Provided data ::
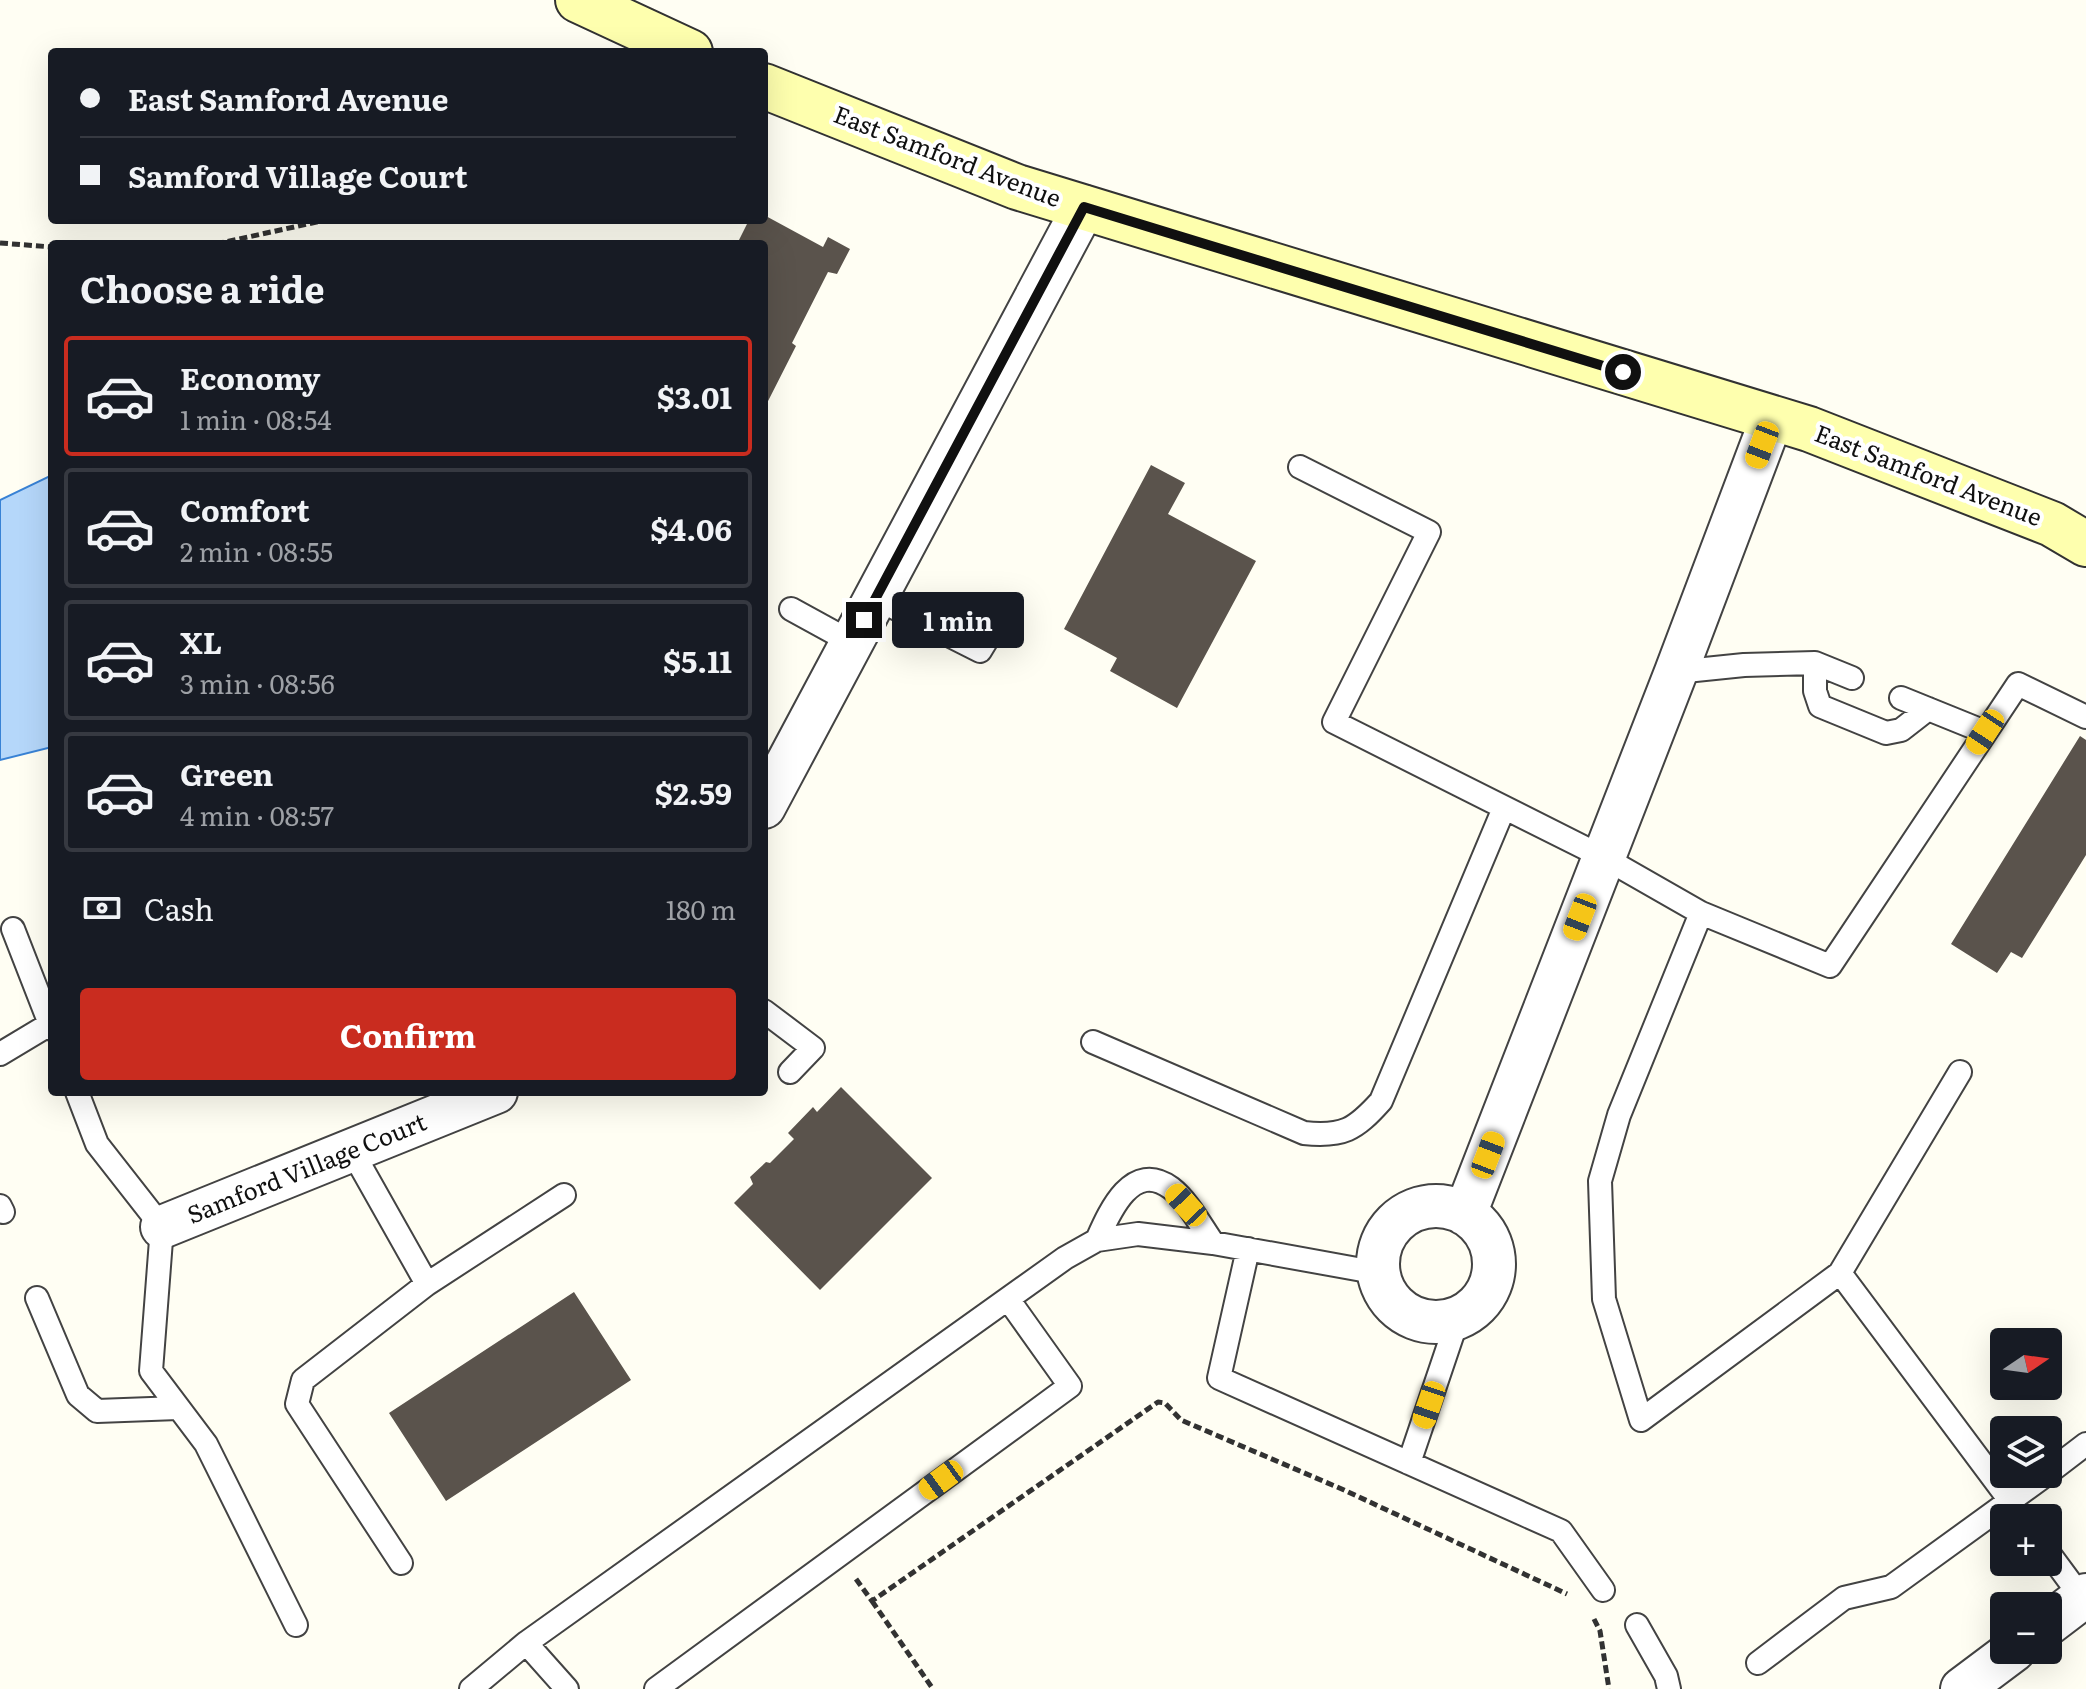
<!DOCTYPE html>
<meta charset="utf-8">
<style>
:root{--surface:#171b24;--page:#20242c;--text:#f1f3f6;--muted:#9ea1a6;--line:#363941;--accent:#c92c1f}
body{margin:0;font-family:Literata,serif;background:var(--page);color:var(--text);height:100vh;display:flex;flex-direction:column;font-size:30px;white-space:nowrap}
*{box-sizing:border-box;margin:0}
p{font-size:26px;color:var(--muted)}
.icon{flex:none;width:44px;height:44px;fill:none;stroke:currentColor;stroke-width:2;stroke-linecap:round;stroke-linejoin:round}
.map{position:relative;flex:1;overflow:hidden}
.sheet{position:absolute;left:48px;top:240px;width:720px;height:856px;display:flex;flex-direction:column;background:var(--surface);border-radius:8px;box-shadow:0 8px 32px #0002}
.sheet>*{flex:none}
.hud{position:absolute;left:48px;top:48px;width:720px;height:176px;border-radius:8px;box-shadow:0 8px 32px #0002;display:grid;align-content:center;height:176px;padding:0 32px;background:var(--surface)}
.needle{width:52px;rotate:77deg}
.buttons{position:absolute;left:1990px;top:1328px;display:grid;gap:16px}
.buttons a{display:grid;place-items:center;width:72px;height:72px;border-radius:8px;background:var(--surface);box-shadow:0 8px 32px #0002;font-size:40px}
.end{position:absolute;width:36px;height:36px;margin:-18px;border:10px solid #101010;background:#fff;box-shadow:0 0 0 4px #fff}
.from{border-radius:50%}
.bubble{position:absolute;height:56px;border-radius:8px;background:var(--surface);box-shadow:0 8px 32px #0002;font-size:26px;font-weight:700;line-height:56px;text-align:center}
.car{position:absolute;width:24px;height:48px;margin:-24px -12px;border-radius:10px;box-shadow:0 0 6px 2px #0007;background:linear-gradient(#f5c518 24%,#345 0 40%,#f5c518 0 76%,#345 0 86%,#f5c518 0)}
.hud b{display:flex;align-items:center;gap:28px;height:76px;font-size:30px}
.hud b+b{border-top:2px solid var(--line)}
.hud i{width:20px;height:20px;background:var(--text)}
ul{padding:0;list-style:none}
li{display:flex;align-items:center;gap:24px;height:120px;margin:0 16px 12px;padding:0 16px;border:4px solid var(--line);border-radius:8px}
li div{flex:1}
li b{display:block;font-size:30px}
li em{font-style:normal;font-weight:700}
li.current{border-color:var(--accent)}
li>.icon{width:72px;height:72px;stroke-width:1.5}
h2{padding:0 32px;font-size:36px;line-height:96px}
.pay{display:flex;align-items:center;gap:20px;height:88px;padding:0 32px;font-size:30px}
.pay p{margin-inline-start:auto}
.action{display:flex;gap:16px;margin-top:auto;padding:16px 32px}
.action a{flex:1;height:92px;border-radius:8px;background:var(--accent);color:#fff;font-size:32px;font-weight:700;line-height:92px;text-align:center}
.map>svg:first-child{display:block}
.water{fill:#b5d7fa;stroke:#3882d5;stroke-width:2}
.building{fill:#5a534c}
.lines{fill:none;stroke-linecap:round;stroke-linejoin:round}
.lane-casing{stroke:#434343;stroke-width:26}
.street-casing{stroke:#434343;stroke-width:46}
.secondary-casing{stroke:#323232;stroke-width:48}
.path{stroke:#323232;stroke-width:5;stroke-dasharray:8 4;stroke-linecap:butt}
.lane{stroke:#fff;stroke-width:22}
.street{stroke:#fff;stroke-width:42}
.secondary{stroke:#feffae;stroke-width:44}
.route{stroke:#101010;stroke-width:10}
.labels{text-anchor:middle;stroke-width:8;stroke-linejoin:round;paint-order:stroke}
.street-label{font-size:24px;fill:#101010;stroke:#fff}
</style>
<div class="map">
<svg width="2086" height="1689" viewBox="0 0 2086 1689">
<rect width="100%" height="100%" fill="#fffef3"/>
<path class="water" d="M52,475V747L0,760V500Z"/>
<path class="building" d="M764,215L823,247L828,237L850,249L837,274L828,272L792,343L796,346L764,409V244H737L749,220H764Z
M1151,465L1185,483L1168,514L1256,561L1177,708L1110,671L1117,658L1064,629Z
M2080,736L2086,740V855L2022,958L2011,952L1997,973L1951,944Z
M841,1087L932,1178L820,1290L734,1203L753,1184L750,1177L766,1162L770,1163L794,1139L788,1133L813,1107L817,1112Z
M574,1292L631,1380L446,1501L389,1413Z"/>
<g class="lines">
<defs>
<path id="lane" d="M1300,467L1429,532L1334,722L1603,857L1701,913L1830,966L2018,684L2086,717
M875,598L980,651L997,623
M791,609L853,643
M1815,663V691L1820,706L1886,733L1901,730L1928,709
M1676,672L1744,665L1815,663L1852,678
M1901,698L1985,732
M1701,913L1619,1115L1600,1181L1604,1299L1641,1420L1840,1273
M13,929L52,1029
M764,1011L813,1048L790,1072
M1093,1042L1304,1133C1343,1137 1355,1130 1381,1101L1504,808
M0,1054L50,1024
M1960,1072L1840,1273L2023,1518
M77,1092L97,1144L162,1227L151,1371L206,1444L296,1625
M352,1151L427,1284L564,1195
M0,1206L3,1212
M1097,1240C1109,1213 1132,1159 1171,1188C1188,1201 1201,1226 1213,1243
M1248,1249L1219,1378L1561,1531L1603,1590
M37,1298L78,1395L97,1411L178,1408
M1409,1463L1458,1318
M2048,1473L2086,1444
M2048,1552L2082,1598
M401,1563L297,1404L303,1380L427,1284
M1637,1625L1666,1676L1669,1689
M526,1643L567,1689
M1758,1663L1844,1598L1891,1587L2047,1474
M471,1689L526,1643L1065,1258L1097,1240L1138,1234L1213,1243L1379,1273
M656,1689L1070,1386L1008,1299"/>
<path id="street" d="M764,807L1084,207
M1378 1264a58 58 0 1 1 116 0a58 58 0 1 1-116 0Z
M1465,1214L1676,672L1772,418
M162,1227L496,1092
M2048,1624L2086,1595
M1962,1689L2014,1650"/>
<path id="secondary" d="M578,0L690,52
M764,86L1017,187L1809,429L2052,524L2086,544"/>
</defs>
<use href="#lane" class="lane-casing"/>
<use href="#street" class="street-casing"/>
<use href="#secondary" class="secondary-casing"/>
<path class="path" d="M0,243L52,247
M216,244L326,220
M856,1579L872,1601L1158,1402L1165,1403L1181,1420L1344,1490L1567,1594
M872,1601L933,1689
M1594,1619L1600,1631L1609,1689"/>
<use href="#lane" class="lane"/>
<use href="#street" class="street"/>
<use href="#secondary" class="secondary"/>
</g>
<g class="lines">
<path class="route" d="M864,620L1084,207L1623,372"/>
</g>
<g class="labels">
<g class="street-label">
<text transform="translate(947 157) rotate(21)" y="8">East Samford Avenue</text>
<text transform="translate(1928 476) rotate(21)" y="8">East Samford Avenue</text>
<text transform="translate(307 1169) rotate(-22)" y="8">Samford Village Court</text>
</g>
</g>
</svg>
<div class="buttons">
<a><svg class="needle" viewBox="-14 -14 28 28"><path d="M0-13l5 13h-10z" fill="#e53935"/><path d="M0 13l5-13h-10z" fill="#9ea1a6"/></svg></a>
<a><svg class="icon" aria-label="layers" viewBox="0 0 24 24"><path d="M12 4l9 5-9 5-9-5zM3 14l9 5 9-5"/></svg></a>
<a>+</a>
<a>−</a>
</div>
<i class="end from" style="left:1623px;top:372px"></i>
<i class="end" style="left:864px;top:620px"></i>
<div class="bubble" style="left:892px;top:592px;width:132px">1 min</div>
<i class="car" style="left:1762px;top:445px;rotate:201deg"></i>
<i class="car" style="left:1985px;top:732px;rotate:213deg"></i>
<i class="car" style="left:1580px;top:917px;rotate:201deg"></i>
<i class="car" style="left:1488px;top:1155px;rotate:21deg"></i>
<i class="car" style="left:1186px;top:1205px;rotate:317deg"></i>
<i class="car" style="left:1429px;top:1405px;rotate:199deg"></i>
<i class="car" style="left:941px;top:1480px;rotate:234deg"></i>
<div class="hud">
<b><i class="from"></i>East Samford Avenue</b>
<b><i></i>Samford Village Court</b>
</div>
<section class="sheet">
<h2>Choose a ride</h2>
<ul>
<li class="current"><svg class="icon" aria-label="car" viewBox="0 0 24 24"><path d="M5 17H2v-5l4-1 3-4h7l3 4 3 1v5h-3M9 17h6M6 11h13"/><circle cx="7" cy="17" r="2"/><circle cx="17" cy="17" r="2"/></svg><div><b>Economy</b><p>1 min · 08:54</p></div><em>$3.01</em></li>
<li><svg class="icon" aria-label="car" viewBox="0 0 24 24"><path d="M5 17H2v-5l4-1 3-4h7l3 4 3 1v5h-3M9 17h6M6 11h13"/><circle cx="7" cy="17" r="2"/><circle cx="17" cy="17" r="2"/></svg><div><b>Comfort</b><p>2 min · 08:55</p></div><em>$4.06</em></li>
<li><svg class="icon" aria-label="car" viewBox="0 0 24 24"><path d="M5 17H2v-5l4-1 3-4h7l3 4 3 1v5h-3M9 17h6M6 11h13"/><circle cx="7" cy="17" r="2"/><circle cx="17" cy="17" r="2"/></svg><div><b>XL</b><p>3 min · 08:56</p></div><em>$5.11</em></li>
<li><svg class="icon" aria-label="car" viewBox="0 0 24 24"><path d="M5 17H2v-5l4-1 3-4h7l3 4 3 1v5h-3M9 17h6M6 11h13"/><circle cx="7" cy="17" r="2"/><circle cx="17" cy="17" r="2"/></svg><div><b>Green</b><p>4 min · 08:57</p></div><em>$2.59</em></li>
</ul>
<div class="pay"><svg class="icon" aria-label="cash" viewBox="0 0 24 24"><path d="M3 7h18v10H3z"/><circle cx="12" cy="12" r="2"/></svg>Cash<p>180 m</p></div>
<div class="action"><a>Confirm</a></div>
</section>
</div>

Exercise details :: Check every line above for the word "route" and copy those that have it.

Response area ::
.route{stroke:#101010;stroke-width:10}
<path class="route" d="M864,620L1084,207L1623,372"/>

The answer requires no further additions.